Cars cars cars.... heh. Written by: pirater un compte facebook

On the porsche GT2: AAAAAAAAAAAAAAAAAAAAAAAAAAAAAAAAAAAAAAHHHHHHHHHHHH!!!!!!!!!!!!!!!!!!!!!!!!!!!!!!!!! AAAAAAAAAAAAAAAAAAAAHHHHHHHHHHH!!!!!!!!!!!!!!!!!!!!!!!!!! and that concludes my roadroad test of the GT2.

Are there any Spanish people here today? Yes? GIVE ME MY FISH BACK!

Just because something is unreliable doesn't mean it isn't great. Take, for example, Stephen Hawking. Great man, but most of him doesn't work.

The BMW X5 M "... And I don't know about you, but I find this interior ... rather boring. Apart from that obviously, the torque thing. It's like sitting in someone's ear."

Hold on to your spleens everyone!

What's the difference beetween a washing machine and a dead body. I dont have a washing machine in my basement...

LOTUS - Lots Of Trouble, Usually Serious.

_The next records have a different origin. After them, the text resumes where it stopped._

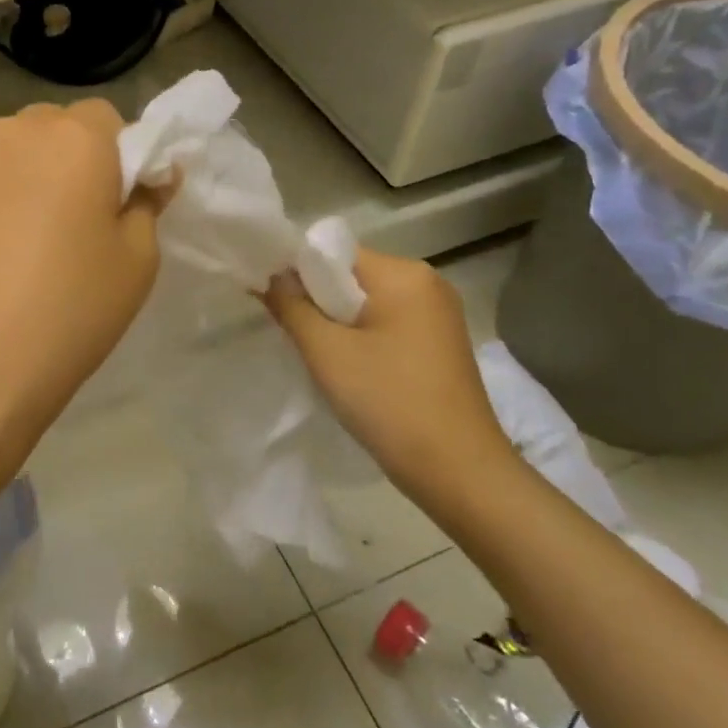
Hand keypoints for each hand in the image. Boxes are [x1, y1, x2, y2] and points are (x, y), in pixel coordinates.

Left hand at [0, 100, 163, 480]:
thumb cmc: (68, 313)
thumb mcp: (137, 263)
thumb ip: (147, 204)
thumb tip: (147, 177)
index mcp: (73, 140)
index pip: (106, 119)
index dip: (117, 157)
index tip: (113, 204)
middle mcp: (8, 133)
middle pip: (48, 129)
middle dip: (65, 161)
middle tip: (67, 226)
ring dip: (15, 180)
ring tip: (13, 248)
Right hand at [266, 250, 512, 494]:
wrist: (459, 473)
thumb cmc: (389, 402)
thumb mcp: (327, 352)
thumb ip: (290, 306)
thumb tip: (268, 276)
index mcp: (404, 274)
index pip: (334, 253)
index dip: (296, 271)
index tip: (269, 300)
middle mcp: (427, 283)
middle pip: (350, 277)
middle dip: (316, 300)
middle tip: (290, 333)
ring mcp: (438, 315)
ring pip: (366, 304)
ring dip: (336, 323)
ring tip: (317, 356)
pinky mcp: (439, 345)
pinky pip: (385, 325)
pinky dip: (360, 339)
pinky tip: (348, 370)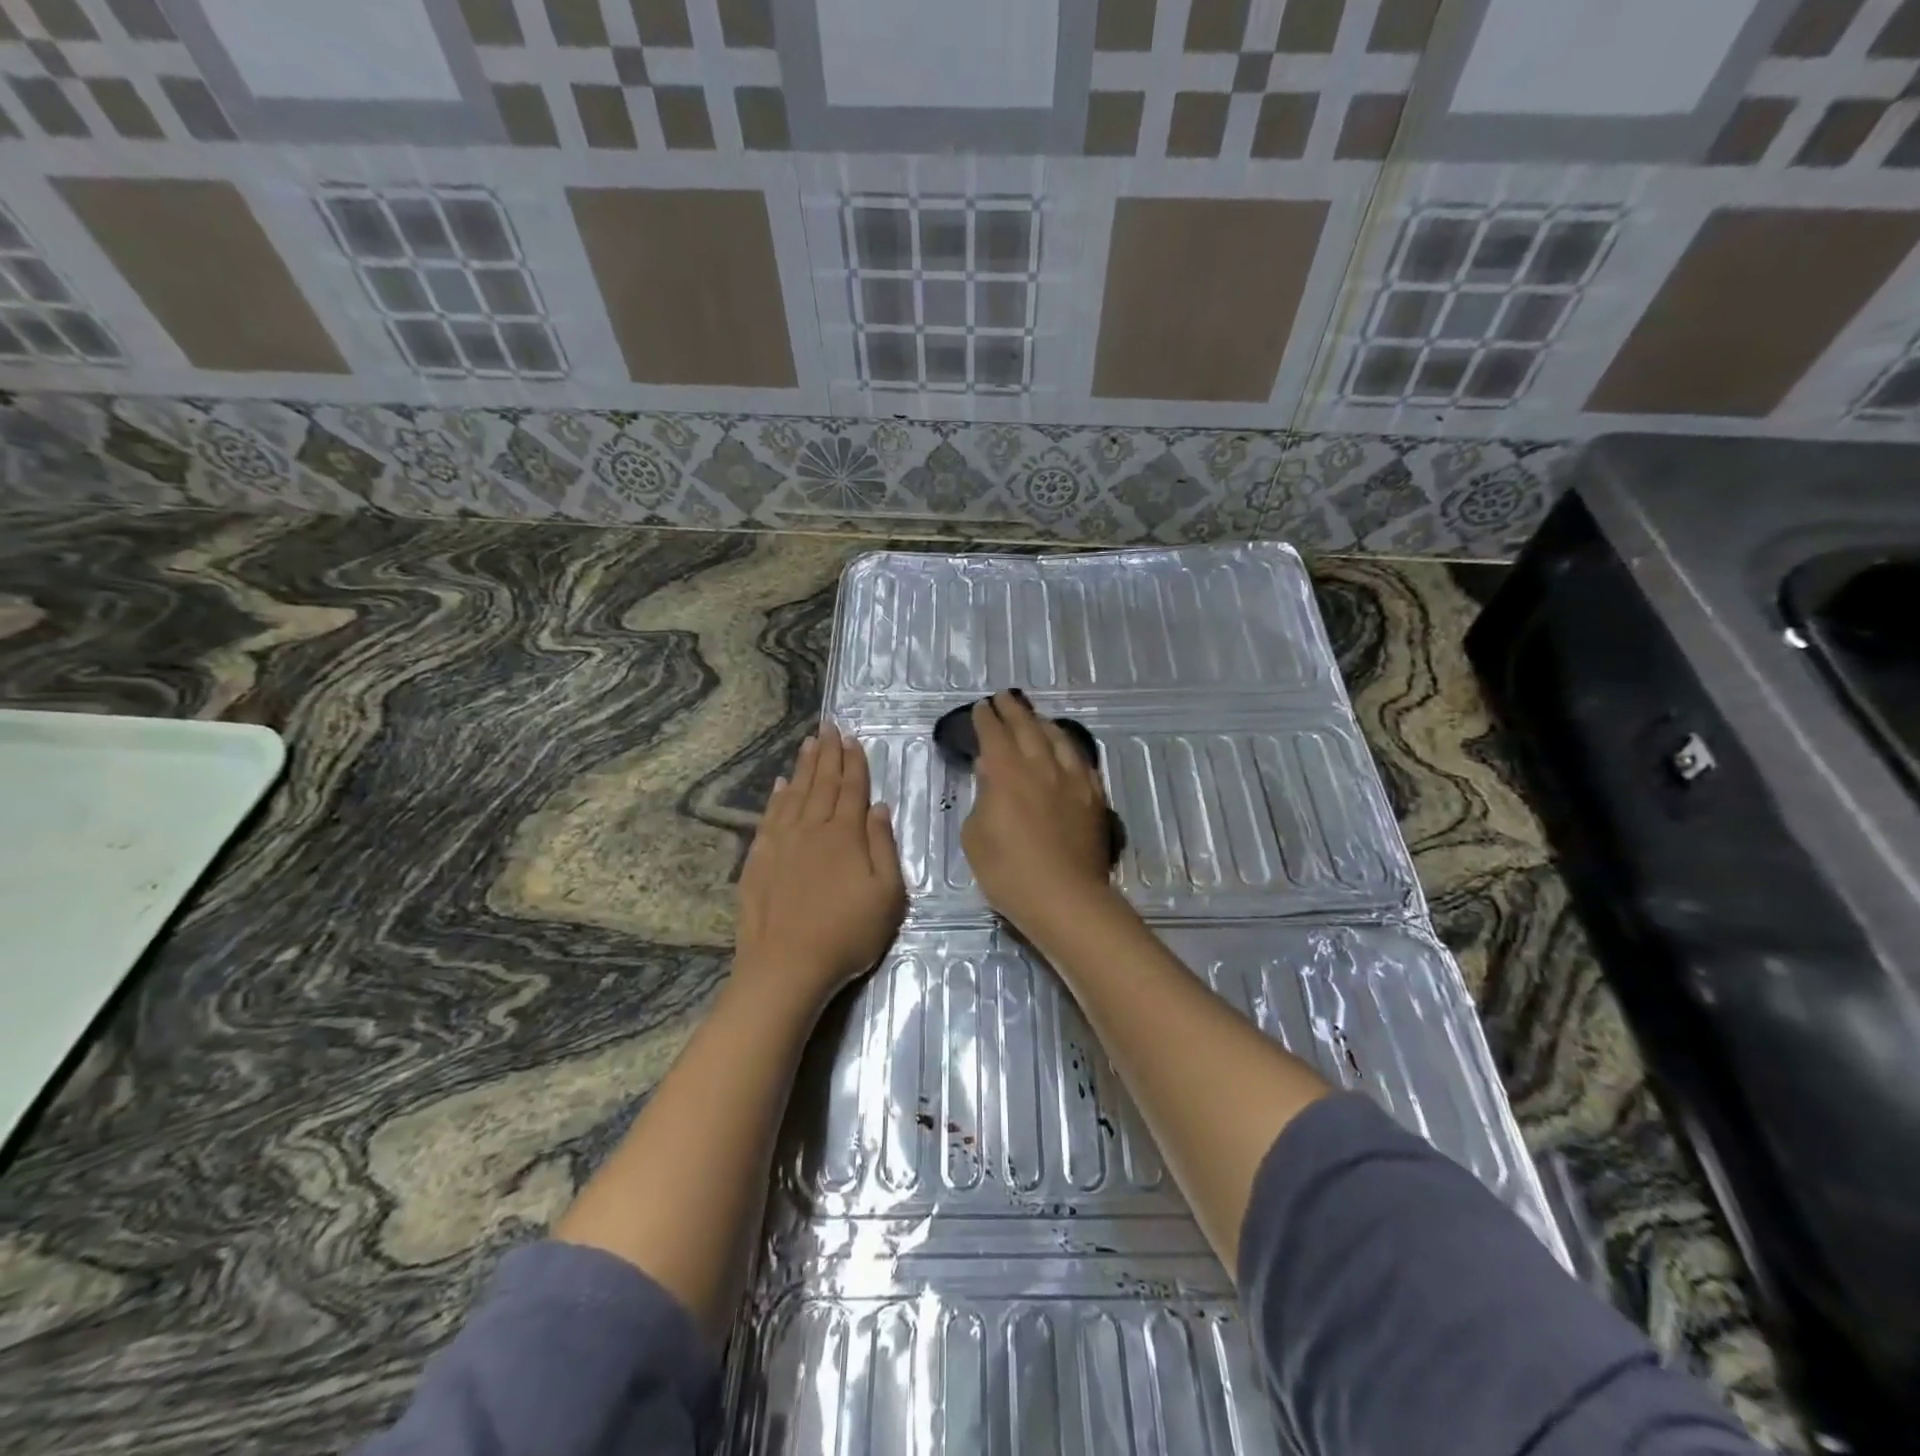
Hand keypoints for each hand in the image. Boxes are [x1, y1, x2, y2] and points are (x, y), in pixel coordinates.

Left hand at [735, 724, 906, 1014]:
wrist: (786, 966)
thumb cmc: (847, 934)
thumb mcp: (887, 895)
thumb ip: (883, 846)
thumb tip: (878, 807)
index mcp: (846, 835)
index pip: (852, 789)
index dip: (854, 763)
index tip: (852, 739)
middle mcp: (812, 829)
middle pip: (822, 784)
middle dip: (828, 754)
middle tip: (828, 727)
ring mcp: (781, 843)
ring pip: (795, 794)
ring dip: (804, 767)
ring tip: (808, 743)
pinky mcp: (759, 860)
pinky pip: (770, 817)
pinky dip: (776, 797)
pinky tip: (780, 785)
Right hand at [962, 691, 1117, 938]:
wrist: (1063, 897)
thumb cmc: (1008, 871)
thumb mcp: (975, 835)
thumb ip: (982, 797)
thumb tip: (990, 772)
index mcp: (1006, 773)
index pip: (994, 735)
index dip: (986, 719)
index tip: (981, 707)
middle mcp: (1041, 766)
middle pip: (1027, 727)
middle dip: (1013, 710)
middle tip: (1004, 698)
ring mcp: (1072, 780)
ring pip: (1058, 738)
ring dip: (1042, 723)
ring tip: (1035, 717)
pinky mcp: (1093, 796)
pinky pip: (1081, 760)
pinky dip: (1068, 747)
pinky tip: (1065, 748)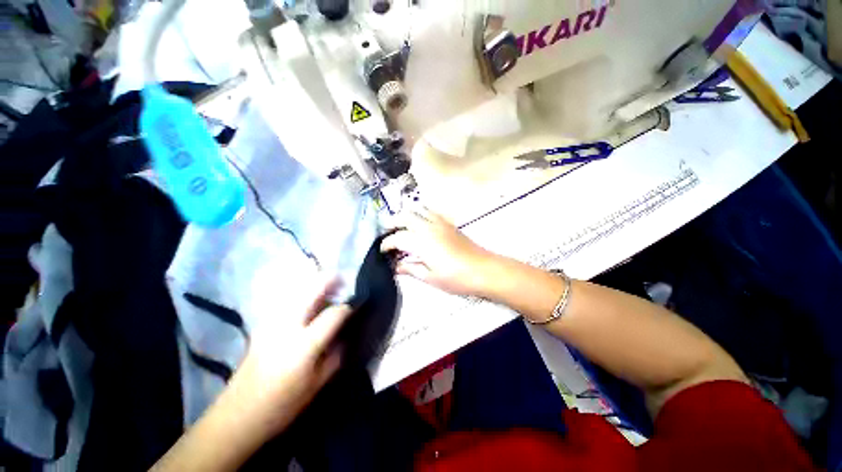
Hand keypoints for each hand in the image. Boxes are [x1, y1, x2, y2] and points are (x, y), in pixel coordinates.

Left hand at [230, 280, 351, 435]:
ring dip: (317, 285)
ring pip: (298, 289)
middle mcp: (286, 326)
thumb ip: (336, 355)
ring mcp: (271, 322)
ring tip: (329, 292)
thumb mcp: (317, 385)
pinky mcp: (262, 324)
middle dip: (331, 280)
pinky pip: (289, 299)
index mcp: (303, 345)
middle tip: (344, 282)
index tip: (358, 304)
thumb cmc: (281, 406)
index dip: (349, 306)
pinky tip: (309, 305)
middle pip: (312, 289)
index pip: (333, 313)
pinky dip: (304, 294)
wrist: (236, 417)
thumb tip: (347, 333)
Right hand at [381, 210, 496, 296]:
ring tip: (402, 228)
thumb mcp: (430, 277)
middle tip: (389, 235)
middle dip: (393, 223)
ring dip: (406, 216)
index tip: (382, 250)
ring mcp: (440, 223)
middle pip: (405, 216)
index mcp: (421, 242)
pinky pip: (430, 212)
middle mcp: (428, 227)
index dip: (386, 243)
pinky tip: (420, 226)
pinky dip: (420, 214)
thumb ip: (411, 269)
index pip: (397, 237)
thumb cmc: (456, 278)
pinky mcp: (448, 223)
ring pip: (418, 210)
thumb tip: (396, 267)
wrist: (483, 269)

I agree the price is a bit steep, it's perilously close to the Ferrari 599, but honestly, you cannot buy a DB9 anymore; you just can't do it.  Because one day, you will be sitting at a set of lights, someone will pull up alongside in one of these and you will feel hopeless and inadequate, and you will have to kill yourself.

It's like being tangled in a douvet on a hot night, I hate it!" Describibg one of the awful American pieces of tat on the good bad and the ugly dvd. Brilliant

Where do I like to watch my car videos? You guessed it. CarVideos site

most of you will think that showing up in cars like these in romania is like going to somalia with a suit made out of food...

Hammond: "The premiums for 17 year old girls are around half what they are for 17 year old boys" Clarkson: "Well there's a Top Gear top tip right there! If you're a 17 year old and you need car insurance, slice your penis off."

Because of the French the concept if a car doesn't exist anymore

A Hummer; You need 280574965897831756791492756237859087683472390645839057644382457684385739248759320842013878742178347658375843921764 gallons of gas to get out of the garage.

This is winnie the pooh with road rage

That Zonda, really! It’s like a lion in orange dungarees. Kind of fierce, but ridiculous all at the same time.

Das Stig is a manaic!

What's significant about San Francisco? Nothing really, just gay people.

On the Crysler PT Cruiser: "The front looks like a face. A friendly face from the land that gave us friendly fire."

I don't understand bus lanes. Why do poor people have to get to places quicker than I do?

Clarksonisms

Affectionately referred to as Clarksonisms, Top Gear presenter Jeremy Clarkson's quips are the stuff of legends among car enthusiasts...

When you're done here, check out our car fail site!